The state has especially introduced new ways to sow seeds in order to ensure maximum chances of survival. In recent years, the technique of “seed ball” sowing has picked up in Tamil Nadu. Although it is an ancient technique that has roots in Antiquity—seed ball sowing was in use in Ancient Egypt, on farms, after the annual flooding of the Nile—it has become familiar after it was rediscovered by the Japanese natural farming pioneer, Masanobu Fukuoka.
Seed balling was first carried out in Tamil Nadu in 1987. At the time, aerial seeding of pellets was carried out by using pellets. The seeds were inserted inside earthen balls, the size of a plum. It was considered to be a modern technique of creating green cover and it yielded good results. The seed ball sowing method is also considered to be more cost-effective when compared with other methods.
In August this year, the technique was used again, in the state’s Tiruchirapalli Forest Division. Seed balls, the size of an “Amla” or Indian gooseberry, were prepared from a mixture of red soil, cow dung, cow urine and compost. Seeds of tree species such as Indian Beach, East Indian Walnut, Margosa, Indian Cherry, Peepul, Banyan, Custard Apple and tamarind were inserted in the earthen balls. The semi-solid balls were shade-dried initially and then allowed to dry in the hot sun for some time. They were then sown in the Tiruchi Forest Range and on the Perumal Malai hills, a revenue hill located near Thuraiyur.
In addition to Tamil Nadu, seed balling is being followed successfully in other southern states like Telangana, Karnataka and Andhra Pradesh. The Indian government should also promote this method.
Other seed sowing methods used or being used in Tamil Nadu include the transplantation method, the direct sowing method and the pre-treated seeds method.
In the transplantation method, 6 months to one-year-old seedlings are raised in the nursery and transplanted in pits of varying sizes of 0.45 cm to 1.00 m, depending on the size of the seedlings. In case of Teak, the seedlings are raised in the nursery and stumps are prepared by removing the adventitious roots and clipping at the collar level. Then, these stumps are planted during the monsoon in crowbar holes. This is called the stump planting method. In Tamil Nadu, this system of planting of Teak was followed in the past. Presently, this method of planting is followed in Andhra Pradesh.

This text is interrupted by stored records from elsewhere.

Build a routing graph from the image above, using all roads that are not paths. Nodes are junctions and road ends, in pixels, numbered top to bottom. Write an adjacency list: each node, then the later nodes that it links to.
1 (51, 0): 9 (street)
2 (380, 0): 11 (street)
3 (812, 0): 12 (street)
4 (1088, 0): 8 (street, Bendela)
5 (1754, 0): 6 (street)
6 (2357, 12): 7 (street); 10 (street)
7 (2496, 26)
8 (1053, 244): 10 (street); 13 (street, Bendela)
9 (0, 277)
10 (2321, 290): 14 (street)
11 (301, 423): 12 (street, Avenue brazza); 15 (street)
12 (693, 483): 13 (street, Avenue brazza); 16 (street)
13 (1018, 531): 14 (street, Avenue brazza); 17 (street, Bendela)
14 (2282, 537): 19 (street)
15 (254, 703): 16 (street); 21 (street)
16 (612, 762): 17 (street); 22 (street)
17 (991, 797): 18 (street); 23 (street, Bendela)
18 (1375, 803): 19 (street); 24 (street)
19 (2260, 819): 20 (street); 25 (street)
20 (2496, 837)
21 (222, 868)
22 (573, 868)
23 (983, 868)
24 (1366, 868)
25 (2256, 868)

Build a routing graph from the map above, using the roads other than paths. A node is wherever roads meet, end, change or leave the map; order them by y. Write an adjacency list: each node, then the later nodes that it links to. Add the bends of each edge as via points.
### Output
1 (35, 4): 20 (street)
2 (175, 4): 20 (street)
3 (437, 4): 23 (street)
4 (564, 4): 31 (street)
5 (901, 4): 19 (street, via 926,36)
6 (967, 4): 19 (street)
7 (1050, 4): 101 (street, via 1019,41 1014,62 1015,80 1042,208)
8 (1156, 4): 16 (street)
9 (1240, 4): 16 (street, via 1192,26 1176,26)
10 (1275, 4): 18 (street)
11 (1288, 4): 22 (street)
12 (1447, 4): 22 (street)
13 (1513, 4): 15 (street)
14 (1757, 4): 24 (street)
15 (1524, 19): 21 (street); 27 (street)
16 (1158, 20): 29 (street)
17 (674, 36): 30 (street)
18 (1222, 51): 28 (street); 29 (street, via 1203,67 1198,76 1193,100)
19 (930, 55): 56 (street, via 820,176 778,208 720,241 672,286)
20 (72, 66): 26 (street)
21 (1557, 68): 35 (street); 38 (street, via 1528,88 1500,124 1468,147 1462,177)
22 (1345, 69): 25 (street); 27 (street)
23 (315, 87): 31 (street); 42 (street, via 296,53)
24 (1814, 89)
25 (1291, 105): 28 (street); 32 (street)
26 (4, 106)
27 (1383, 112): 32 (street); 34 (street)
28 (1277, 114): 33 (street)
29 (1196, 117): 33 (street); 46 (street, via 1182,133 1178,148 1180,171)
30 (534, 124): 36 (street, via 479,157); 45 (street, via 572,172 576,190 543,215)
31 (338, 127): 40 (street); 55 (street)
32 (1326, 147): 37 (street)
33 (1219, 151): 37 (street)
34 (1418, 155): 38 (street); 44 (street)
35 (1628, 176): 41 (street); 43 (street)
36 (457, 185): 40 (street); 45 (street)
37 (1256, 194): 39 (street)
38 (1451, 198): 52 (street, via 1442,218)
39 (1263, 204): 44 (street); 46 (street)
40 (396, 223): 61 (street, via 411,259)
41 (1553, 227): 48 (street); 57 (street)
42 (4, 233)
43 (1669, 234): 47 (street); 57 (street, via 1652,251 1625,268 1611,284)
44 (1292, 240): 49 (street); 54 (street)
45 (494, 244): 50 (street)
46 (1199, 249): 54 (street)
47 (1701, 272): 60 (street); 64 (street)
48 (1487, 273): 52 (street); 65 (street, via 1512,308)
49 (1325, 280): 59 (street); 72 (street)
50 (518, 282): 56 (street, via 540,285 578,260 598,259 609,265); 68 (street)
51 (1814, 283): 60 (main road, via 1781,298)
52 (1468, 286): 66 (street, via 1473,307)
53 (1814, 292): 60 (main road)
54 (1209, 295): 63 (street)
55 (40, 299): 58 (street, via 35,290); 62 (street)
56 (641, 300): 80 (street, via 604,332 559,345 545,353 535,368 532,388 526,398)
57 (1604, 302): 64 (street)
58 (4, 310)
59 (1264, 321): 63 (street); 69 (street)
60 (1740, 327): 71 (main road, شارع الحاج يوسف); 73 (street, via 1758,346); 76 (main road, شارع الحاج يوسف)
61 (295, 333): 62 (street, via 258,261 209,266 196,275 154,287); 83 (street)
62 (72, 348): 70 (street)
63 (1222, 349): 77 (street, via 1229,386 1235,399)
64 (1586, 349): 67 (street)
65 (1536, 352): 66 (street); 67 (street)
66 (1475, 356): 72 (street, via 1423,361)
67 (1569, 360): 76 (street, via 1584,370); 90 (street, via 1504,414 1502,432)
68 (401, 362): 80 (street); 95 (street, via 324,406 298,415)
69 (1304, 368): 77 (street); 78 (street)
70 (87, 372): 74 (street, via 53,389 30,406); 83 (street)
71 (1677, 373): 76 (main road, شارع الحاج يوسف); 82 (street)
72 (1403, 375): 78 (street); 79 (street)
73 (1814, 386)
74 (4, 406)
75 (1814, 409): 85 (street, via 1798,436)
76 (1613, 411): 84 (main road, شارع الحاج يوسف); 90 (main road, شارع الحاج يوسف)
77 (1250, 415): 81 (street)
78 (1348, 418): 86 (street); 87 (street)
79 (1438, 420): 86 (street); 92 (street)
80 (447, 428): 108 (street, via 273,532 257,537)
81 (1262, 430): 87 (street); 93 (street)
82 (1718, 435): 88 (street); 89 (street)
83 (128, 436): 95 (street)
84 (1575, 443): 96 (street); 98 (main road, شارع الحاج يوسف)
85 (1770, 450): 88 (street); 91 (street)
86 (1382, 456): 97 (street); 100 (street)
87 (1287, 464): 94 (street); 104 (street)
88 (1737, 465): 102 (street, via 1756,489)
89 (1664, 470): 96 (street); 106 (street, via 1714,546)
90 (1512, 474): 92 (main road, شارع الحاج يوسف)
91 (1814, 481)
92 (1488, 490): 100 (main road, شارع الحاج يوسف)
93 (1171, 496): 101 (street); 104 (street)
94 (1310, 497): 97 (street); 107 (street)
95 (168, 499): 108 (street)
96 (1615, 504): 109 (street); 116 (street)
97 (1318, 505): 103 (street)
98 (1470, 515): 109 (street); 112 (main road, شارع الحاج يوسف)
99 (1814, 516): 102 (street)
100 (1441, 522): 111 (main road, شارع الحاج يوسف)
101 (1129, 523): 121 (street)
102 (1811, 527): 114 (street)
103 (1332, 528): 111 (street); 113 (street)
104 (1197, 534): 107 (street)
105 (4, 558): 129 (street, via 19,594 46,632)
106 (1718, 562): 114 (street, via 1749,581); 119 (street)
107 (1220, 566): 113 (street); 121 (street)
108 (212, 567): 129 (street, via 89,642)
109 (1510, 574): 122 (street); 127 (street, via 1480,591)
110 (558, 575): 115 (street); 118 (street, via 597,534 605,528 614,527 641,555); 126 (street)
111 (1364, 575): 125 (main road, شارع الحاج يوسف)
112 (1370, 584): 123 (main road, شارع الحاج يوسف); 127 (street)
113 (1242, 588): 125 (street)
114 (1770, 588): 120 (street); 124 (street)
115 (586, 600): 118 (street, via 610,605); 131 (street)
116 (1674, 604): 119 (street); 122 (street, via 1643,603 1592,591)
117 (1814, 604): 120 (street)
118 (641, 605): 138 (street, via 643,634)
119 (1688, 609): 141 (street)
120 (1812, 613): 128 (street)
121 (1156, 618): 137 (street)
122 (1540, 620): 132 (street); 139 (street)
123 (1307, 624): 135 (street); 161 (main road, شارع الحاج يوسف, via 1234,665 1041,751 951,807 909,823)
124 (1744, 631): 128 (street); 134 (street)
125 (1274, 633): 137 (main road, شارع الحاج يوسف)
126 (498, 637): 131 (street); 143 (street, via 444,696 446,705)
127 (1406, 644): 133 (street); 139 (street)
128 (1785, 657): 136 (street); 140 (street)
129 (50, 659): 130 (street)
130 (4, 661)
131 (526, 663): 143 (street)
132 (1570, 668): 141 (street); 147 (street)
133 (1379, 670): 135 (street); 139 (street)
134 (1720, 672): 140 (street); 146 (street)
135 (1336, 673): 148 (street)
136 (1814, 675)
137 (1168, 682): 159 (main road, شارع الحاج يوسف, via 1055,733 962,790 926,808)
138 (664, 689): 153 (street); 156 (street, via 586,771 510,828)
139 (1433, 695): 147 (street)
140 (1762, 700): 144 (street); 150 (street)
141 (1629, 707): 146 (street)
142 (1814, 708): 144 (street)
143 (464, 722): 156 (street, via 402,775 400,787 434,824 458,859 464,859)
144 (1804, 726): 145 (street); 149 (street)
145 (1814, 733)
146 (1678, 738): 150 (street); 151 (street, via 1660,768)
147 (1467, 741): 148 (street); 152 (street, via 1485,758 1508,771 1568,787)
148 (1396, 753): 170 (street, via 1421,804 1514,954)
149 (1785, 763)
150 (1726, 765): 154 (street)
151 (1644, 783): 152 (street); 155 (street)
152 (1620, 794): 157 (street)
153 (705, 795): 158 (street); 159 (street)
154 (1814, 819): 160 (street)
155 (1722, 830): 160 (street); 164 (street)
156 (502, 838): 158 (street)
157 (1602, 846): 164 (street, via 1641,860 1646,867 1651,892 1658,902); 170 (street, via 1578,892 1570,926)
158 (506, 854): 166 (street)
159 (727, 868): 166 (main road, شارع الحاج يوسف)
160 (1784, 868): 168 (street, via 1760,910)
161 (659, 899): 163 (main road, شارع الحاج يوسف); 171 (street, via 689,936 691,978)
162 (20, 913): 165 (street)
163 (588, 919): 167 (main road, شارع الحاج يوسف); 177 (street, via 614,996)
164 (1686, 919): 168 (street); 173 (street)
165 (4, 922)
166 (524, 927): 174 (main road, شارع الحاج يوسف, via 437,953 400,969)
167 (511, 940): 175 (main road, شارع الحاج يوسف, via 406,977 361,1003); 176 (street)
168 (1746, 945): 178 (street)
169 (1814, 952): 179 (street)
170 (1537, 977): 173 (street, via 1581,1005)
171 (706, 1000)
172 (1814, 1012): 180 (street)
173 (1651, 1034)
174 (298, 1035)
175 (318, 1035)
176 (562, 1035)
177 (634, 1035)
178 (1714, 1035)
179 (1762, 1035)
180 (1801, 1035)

Direct sowing of seeds is also done. But the method depends on the tree species. In case of Wattle, a type of Acacia, the direct sowing of pre-treated seeds was followed in the past in the Nilgiris district. As of now, this system has been abandoned as wattle is considered to be an exotic species in India. Pre-treated seeds were sown in holes made by sticks also in the past. A notable practitioner of this method was the famous England-born Indian Forest Service Officer Hugo Francis Andrew Wood. He planted teak seeds in the holes made by his silver-tipped walking stick at Topslip, presently part of the Anamalai Tiger Reserve in Tamil Nadu from 1918 to 1926. He lies buried among the Teak trees that he planted, with a Latin inscription on his tomb that reads “Si monumentum requires circumspice”, meaning “If you want to see me, please look around”.